Techniques as described herein can be used to perform multichannel microphone signal processing. Under these techniques, multiple microphone signals captured with multiple microphones can be combined into an integrated signal that enhances direct sound of speech components in the multiple microphone signals and minimizes noise components and reverberations as compared with other approaches. The multiple microphones can be deployed in a wide variety of configurations such as at a broadcast studio to capture commentators' voices, in a conference room to capture participants' voices, etc. A variety of microphones such as soundfield microphones, satellite microphones, ceiling mounted microphones, etc., can be used as some or all of the multiple microphones to capture the participants' voices in various positions in a given configuration.

To improve voice quality of an integrated signal, multiple microphone signals can be combined using subband mixing techniques that enhance or emphasize direct sound of voices present in the microphone signals, while at the same time minimize reverberations, noises, etc., in the integrated signal.
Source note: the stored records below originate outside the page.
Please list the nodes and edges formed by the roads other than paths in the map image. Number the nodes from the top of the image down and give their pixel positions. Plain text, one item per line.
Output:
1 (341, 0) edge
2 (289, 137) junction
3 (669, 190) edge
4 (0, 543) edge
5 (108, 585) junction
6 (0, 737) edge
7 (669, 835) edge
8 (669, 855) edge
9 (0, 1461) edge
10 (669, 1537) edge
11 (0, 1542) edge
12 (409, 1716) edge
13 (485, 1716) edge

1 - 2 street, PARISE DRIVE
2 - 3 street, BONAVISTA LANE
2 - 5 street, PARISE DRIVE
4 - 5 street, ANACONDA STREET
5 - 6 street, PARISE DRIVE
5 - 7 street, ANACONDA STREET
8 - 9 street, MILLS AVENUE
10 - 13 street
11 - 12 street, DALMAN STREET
These subband mixing techniques may first transform each microphone signal in the multiple microphone signals into frequency audio data portions in a time-frequency domain. Each of the frequency audio data portions may correspond to a specific frequency band (e.g., a 20 Hz frequency band, a 25 Hz frequency band, a 30 Hz frequency band, a 100 Hz frequency band, etc.) in a plurality of constant-sized frequency bands in a specific time window (e.g., a 5 millisecond time window, a 10 millisecond time window, a 15 millisecond time window, a 20 millisecond time window, a 30 millisecond time window, etc.) in a plurality of time windows.

The frequency audio data portions in the plurality of frequency bands may be further banded into subband audio data portions (or simply subband portions) in soft bands such as equivalent rectangular bandwidth (ERB) bands in an ERB domain or scale, etc. Subband portions—across the multiple microphone signals—of an ERB band in a time window may form a set of subband portions that are assigned respective weights based on measures of powers and noise floors determined for the subband portions; the set of subband portions can be combined into an integrated subband portion of the ERB band in the time window.

Under techniques as described herein, the measures of powers used for determining the weights for combining the subband portions into the integrated portion may be derived based on smoothed spectral powers determined for the subband portions. As used herein, a smoothed spectral power of a soft band in a time window may comprise spectrally smoothed contributions of estimated peak powers of one, two or more soft bands that include the soft band in the same time window.

To take into account speech characteristics such as frequency-dependent power variations, intonations related to speech intelligibility, reverberations (e.g., trailing tails following bursts of signal energy from direct sound, asymmetric decays following onsets of direct sounds, etc.), etc., a (time-wise) smoothing filter may be applied to banded peak power of subband portions in a current time window and previously estimated peak powers of subband portions in a previous time window to obtain estimated peak powers for the subband portions in the current time window. A smoothing filter as described herein may be applied with a smoothing factor (e.g., a smoothing constant, etc.) that is chosen to enhance direct sound and a decay factor (e.g., a decay constant, etc.) that is chosen to suppress reverberations.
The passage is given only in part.